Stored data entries

_ _ _

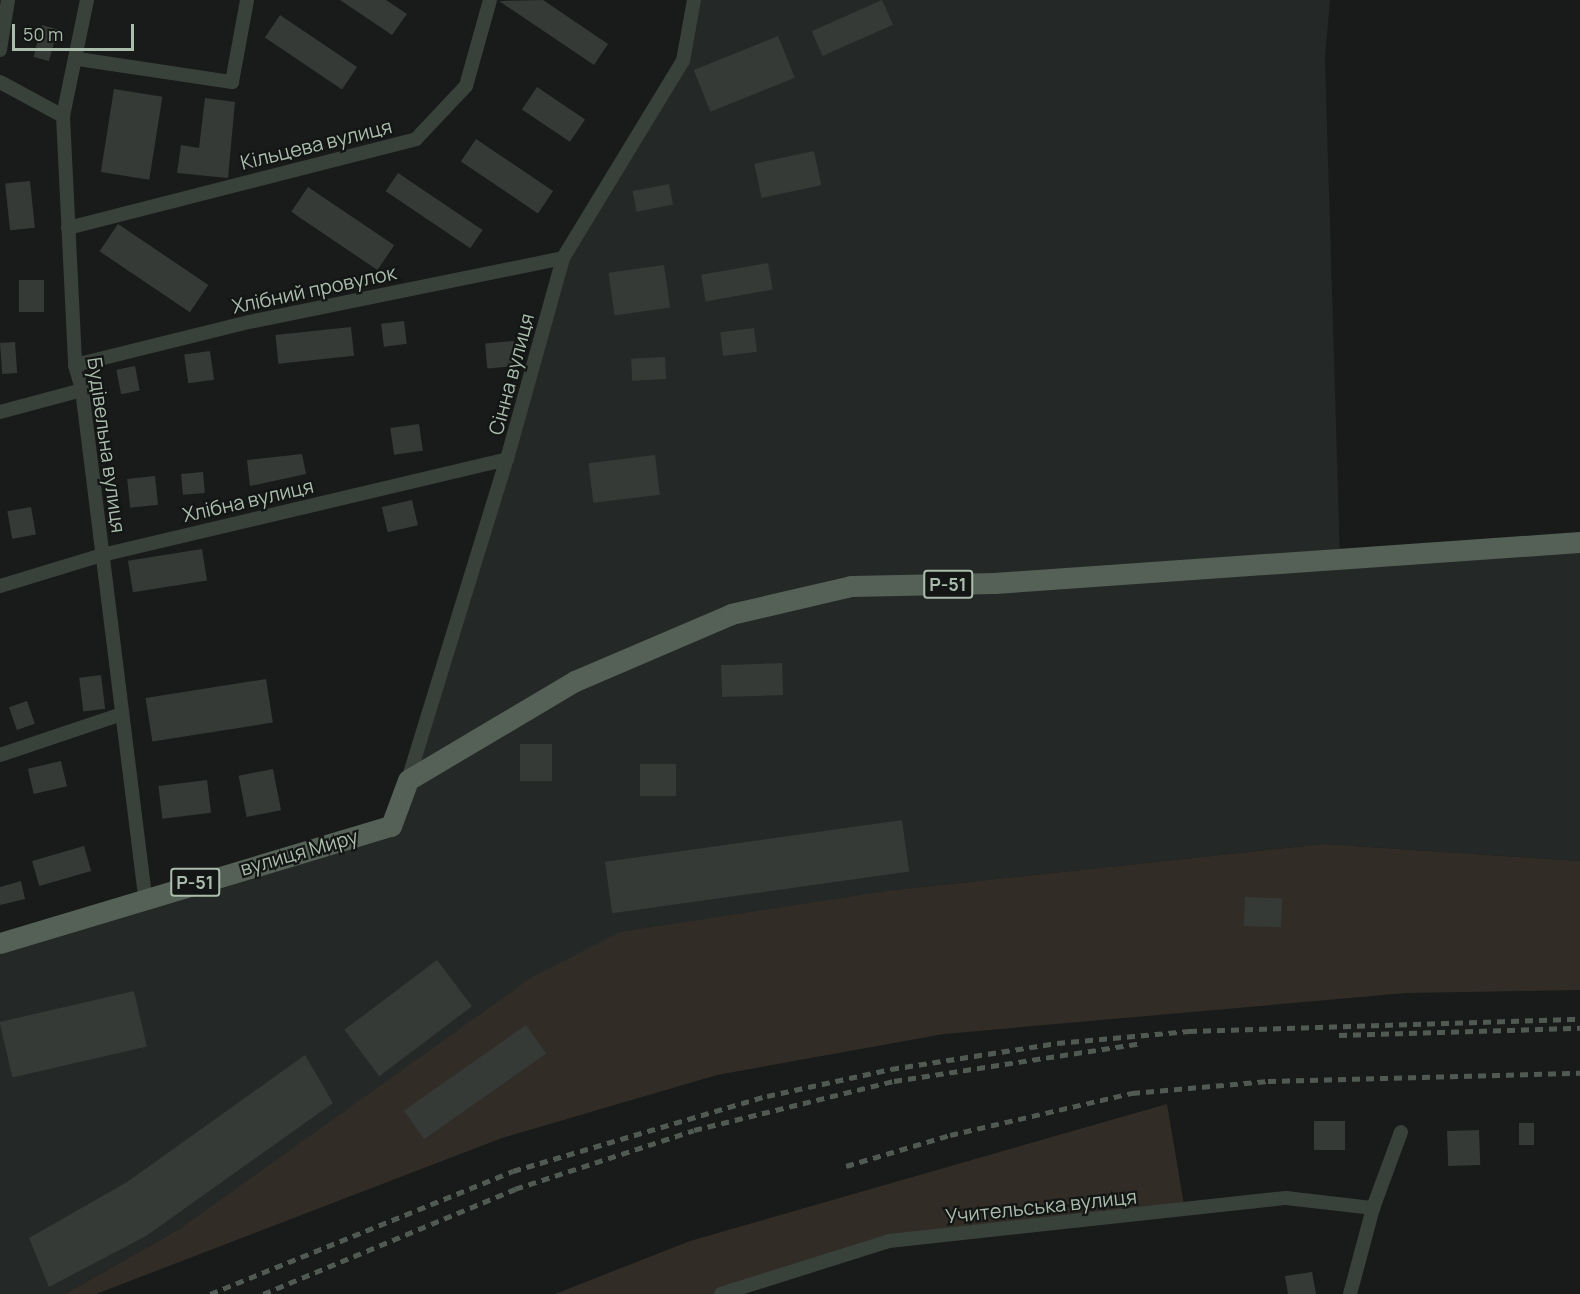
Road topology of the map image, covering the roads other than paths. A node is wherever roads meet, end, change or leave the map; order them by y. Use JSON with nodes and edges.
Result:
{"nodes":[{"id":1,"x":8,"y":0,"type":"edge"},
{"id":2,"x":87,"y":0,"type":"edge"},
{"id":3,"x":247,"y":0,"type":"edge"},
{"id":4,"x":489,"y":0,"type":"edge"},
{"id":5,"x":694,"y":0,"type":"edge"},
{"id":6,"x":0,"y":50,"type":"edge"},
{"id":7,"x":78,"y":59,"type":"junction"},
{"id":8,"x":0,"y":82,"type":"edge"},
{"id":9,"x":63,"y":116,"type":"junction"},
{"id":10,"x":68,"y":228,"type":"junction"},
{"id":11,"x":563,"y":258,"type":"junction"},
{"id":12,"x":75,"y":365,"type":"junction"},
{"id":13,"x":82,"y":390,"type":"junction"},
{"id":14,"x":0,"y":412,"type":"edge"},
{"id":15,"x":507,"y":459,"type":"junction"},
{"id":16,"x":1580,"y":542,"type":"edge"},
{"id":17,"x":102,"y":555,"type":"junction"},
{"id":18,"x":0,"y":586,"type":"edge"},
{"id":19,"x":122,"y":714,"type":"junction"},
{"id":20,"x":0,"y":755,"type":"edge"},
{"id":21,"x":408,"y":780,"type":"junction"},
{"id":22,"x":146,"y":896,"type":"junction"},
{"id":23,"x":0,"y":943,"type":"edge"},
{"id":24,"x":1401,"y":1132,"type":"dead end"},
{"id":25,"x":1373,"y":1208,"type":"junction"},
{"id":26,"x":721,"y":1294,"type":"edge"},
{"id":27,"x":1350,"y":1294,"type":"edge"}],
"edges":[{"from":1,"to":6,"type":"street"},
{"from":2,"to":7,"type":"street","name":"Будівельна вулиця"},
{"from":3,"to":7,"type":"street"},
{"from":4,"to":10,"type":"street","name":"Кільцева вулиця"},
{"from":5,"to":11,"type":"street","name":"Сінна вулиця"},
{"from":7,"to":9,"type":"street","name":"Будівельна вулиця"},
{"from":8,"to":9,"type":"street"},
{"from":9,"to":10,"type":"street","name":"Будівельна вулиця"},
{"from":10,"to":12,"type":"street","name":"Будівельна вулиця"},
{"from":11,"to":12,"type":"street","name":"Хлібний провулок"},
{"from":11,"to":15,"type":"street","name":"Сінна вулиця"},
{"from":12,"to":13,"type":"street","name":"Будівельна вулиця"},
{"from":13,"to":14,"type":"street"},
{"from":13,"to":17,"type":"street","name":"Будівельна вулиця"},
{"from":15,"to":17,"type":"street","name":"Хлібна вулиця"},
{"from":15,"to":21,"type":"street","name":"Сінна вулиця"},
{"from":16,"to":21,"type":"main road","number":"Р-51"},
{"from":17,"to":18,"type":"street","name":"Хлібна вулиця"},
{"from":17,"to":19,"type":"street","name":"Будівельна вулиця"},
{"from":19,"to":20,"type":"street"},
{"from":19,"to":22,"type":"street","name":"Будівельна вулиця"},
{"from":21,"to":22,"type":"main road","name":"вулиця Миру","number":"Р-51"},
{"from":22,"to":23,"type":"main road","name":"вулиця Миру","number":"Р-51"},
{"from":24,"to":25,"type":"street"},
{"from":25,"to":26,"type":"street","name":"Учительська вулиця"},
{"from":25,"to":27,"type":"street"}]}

_ _ _

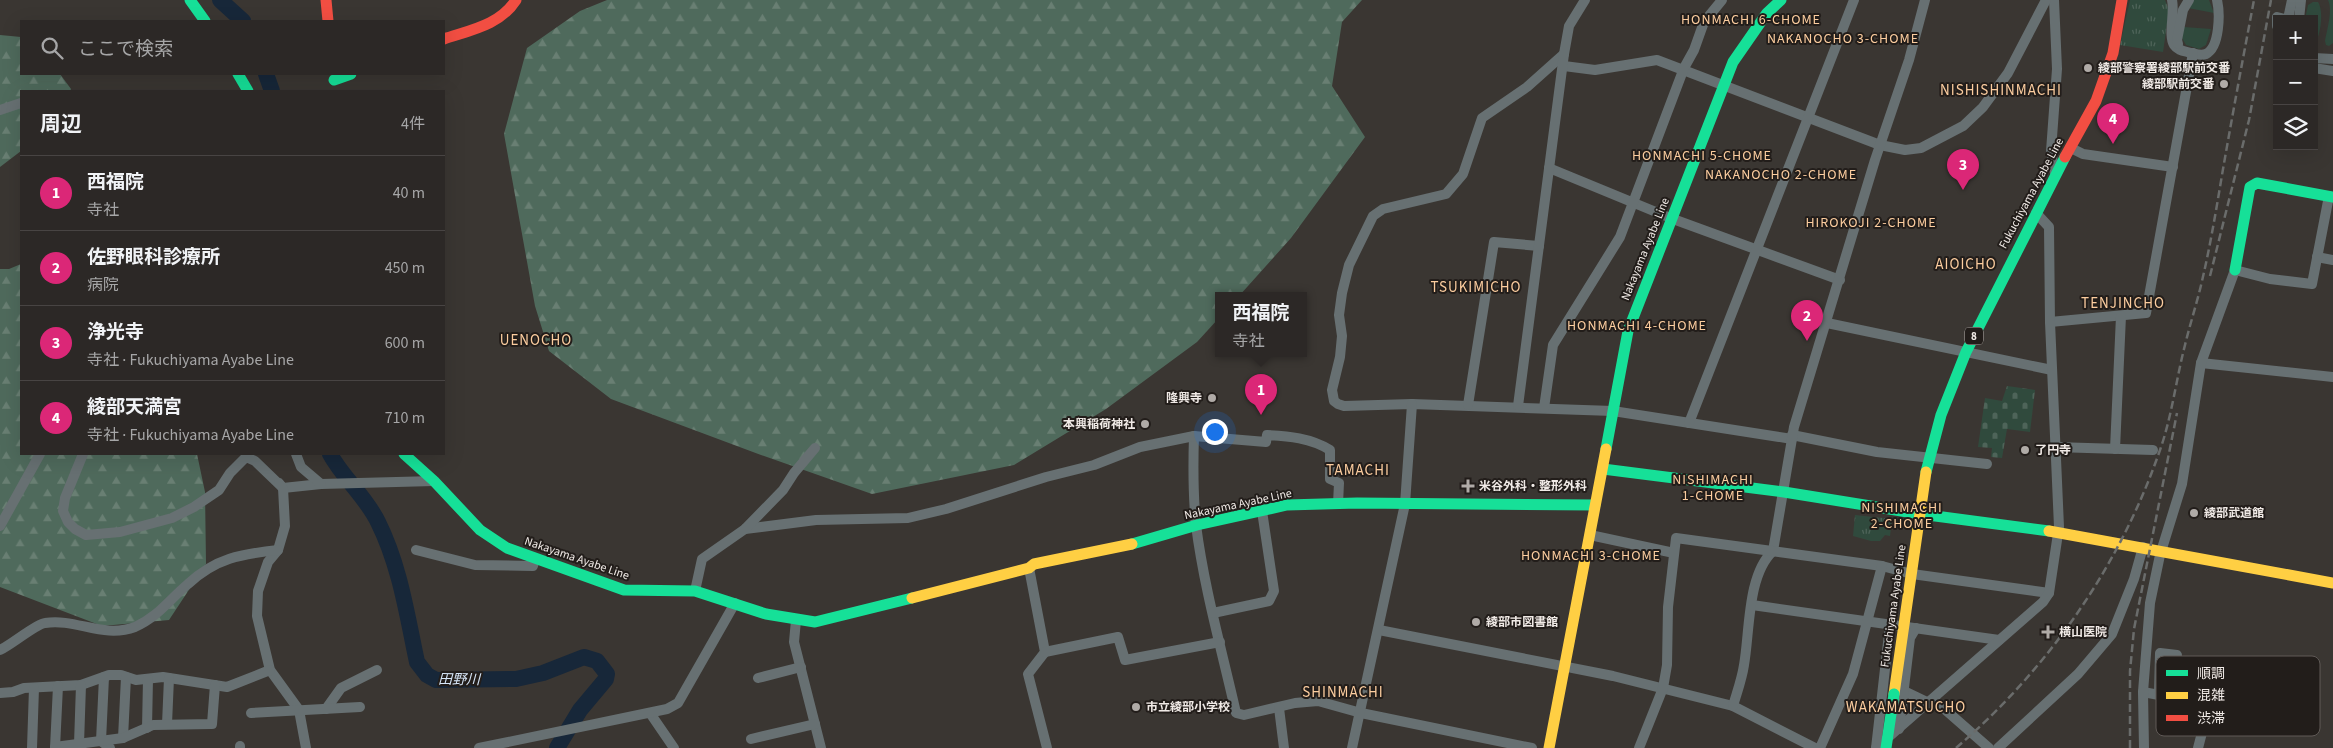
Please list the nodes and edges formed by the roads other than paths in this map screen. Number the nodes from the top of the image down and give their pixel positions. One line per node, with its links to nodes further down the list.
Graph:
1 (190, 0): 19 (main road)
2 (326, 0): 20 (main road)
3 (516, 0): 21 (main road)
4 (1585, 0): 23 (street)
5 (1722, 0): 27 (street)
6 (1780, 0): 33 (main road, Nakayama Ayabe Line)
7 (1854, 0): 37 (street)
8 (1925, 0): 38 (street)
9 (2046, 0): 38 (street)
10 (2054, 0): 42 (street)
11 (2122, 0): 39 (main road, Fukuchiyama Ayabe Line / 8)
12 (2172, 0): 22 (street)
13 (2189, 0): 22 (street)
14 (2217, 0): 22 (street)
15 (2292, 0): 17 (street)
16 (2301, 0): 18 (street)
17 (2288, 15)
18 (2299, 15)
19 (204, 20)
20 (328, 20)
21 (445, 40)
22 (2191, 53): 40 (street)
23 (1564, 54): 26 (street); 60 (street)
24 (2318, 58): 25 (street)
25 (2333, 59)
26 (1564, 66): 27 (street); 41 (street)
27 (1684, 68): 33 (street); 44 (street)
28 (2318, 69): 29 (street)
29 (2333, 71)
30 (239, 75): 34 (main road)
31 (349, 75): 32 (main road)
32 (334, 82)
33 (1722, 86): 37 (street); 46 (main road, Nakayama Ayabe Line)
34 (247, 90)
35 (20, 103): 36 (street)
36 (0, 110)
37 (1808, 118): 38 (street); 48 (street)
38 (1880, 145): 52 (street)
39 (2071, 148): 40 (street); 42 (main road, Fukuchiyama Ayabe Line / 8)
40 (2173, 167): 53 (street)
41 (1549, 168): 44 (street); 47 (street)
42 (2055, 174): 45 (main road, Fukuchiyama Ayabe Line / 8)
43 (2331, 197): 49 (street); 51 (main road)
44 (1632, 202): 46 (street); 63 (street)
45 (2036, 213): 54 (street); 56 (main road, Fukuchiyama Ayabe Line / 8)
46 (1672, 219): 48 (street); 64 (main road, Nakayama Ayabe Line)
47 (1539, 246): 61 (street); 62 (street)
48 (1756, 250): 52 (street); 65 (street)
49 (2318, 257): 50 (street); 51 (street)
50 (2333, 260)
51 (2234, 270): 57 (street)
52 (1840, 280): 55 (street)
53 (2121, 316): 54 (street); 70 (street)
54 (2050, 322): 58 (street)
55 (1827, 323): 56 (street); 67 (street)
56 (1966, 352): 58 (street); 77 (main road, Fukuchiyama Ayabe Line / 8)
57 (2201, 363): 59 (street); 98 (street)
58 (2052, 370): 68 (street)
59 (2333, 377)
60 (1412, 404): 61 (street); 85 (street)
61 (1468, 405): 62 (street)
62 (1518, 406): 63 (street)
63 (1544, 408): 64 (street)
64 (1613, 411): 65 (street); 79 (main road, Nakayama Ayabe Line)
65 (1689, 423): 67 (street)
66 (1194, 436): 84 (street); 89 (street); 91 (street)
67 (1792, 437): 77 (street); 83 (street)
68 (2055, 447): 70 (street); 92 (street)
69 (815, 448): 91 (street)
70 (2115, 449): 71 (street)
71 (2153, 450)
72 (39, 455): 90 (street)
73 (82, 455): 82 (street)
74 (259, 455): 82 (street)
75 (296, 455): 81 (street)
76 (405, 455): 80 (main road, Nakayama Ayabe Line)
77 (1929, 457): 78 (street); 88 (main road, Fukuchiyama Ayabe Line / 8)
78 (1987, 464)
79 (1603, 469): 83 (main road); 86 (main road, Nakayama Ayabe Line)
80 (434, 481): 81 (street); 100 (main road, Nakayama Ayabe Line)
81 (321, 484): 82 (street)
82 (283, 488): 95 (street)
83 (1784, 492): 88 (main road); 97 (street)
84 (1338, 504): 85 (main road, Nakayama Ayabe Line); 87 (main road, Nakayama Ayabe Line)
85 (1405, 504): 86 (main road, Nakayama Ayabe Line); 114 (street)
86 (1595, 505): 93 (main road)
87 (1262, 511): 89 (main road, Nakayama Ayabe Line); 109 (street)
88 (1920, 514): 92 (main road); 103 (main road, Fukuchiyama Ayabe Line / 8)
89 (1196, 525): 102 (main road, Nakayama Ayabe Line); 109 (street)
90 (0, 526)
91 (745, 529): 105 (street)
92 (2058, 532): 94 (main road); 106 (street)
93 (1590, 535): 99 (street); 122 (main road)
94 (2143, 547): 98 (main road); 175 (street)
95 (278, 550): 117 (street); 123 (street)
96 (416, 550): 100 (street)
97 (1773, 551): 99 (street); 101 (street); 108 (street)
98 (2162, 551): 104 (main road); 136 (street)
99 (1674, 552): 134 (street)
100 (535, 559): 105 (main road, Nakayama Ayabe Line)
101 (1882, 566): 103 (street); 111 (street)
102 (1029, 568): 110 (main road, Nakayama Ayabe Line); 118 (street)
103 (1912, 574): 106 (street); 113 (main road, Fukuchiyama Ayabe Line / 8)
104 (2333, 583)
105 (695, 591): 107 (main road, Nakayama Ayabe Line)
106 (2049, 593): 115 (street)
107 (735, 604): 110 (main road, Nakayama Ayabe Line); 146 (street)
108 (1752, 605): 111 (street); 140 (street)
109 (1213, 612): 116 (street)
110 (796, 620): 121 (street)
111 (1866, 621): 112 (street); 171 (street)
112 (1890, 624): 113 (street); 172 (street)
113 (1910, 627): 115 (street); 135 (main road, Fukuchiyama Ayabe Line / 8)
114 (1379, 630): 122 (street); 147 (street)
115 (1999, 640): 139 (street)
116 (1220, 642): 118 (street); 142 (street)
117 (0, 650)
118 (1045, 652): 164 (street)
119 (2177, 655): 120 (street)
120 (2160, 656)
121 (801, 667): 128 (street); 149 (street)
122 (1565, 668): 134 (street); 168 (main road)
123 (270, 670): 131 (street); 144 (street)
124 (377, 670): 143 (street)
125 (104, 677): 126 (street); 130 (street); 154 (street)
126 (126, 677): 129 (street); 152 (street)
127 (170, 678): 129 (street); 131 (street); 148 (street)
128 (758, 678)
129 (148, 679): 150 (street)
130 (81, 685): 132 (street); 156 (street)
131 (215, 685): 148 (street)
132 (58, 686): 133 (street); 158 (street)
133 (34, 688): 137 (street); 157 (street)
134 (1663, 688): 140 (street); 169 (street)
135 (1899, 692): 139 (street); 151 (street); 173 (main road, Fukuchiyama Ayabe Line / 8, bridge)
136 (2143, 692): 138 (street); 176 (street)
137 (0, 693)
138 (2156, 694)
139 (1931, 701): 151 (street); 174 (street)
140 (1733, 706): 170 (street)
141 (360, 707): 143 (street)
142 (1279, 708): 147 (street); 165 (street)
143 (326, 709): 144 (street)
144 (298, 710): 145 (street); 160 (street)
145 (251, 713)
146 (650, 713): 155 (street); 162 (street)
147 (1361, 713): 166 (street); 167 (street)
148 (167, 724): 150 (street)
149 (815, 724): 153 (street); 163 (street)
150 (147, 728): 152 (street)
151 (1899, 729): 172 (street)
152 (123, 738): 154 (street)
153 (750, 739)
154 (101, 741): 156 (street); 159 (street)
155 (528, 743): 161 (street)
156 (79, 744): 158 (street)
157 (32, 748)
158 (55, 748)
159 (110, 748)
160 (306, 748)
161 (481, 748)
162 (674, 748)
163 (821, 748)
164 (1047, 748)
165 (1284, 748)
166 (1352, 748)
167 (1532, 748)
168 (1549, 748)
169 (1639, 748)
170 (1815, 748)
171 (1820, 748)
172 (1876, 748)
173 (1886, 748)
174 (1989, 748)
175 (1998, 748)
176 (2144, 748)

_ _ _

Within the records above, determine the number of lines that hold the word "than" and return only that value.

2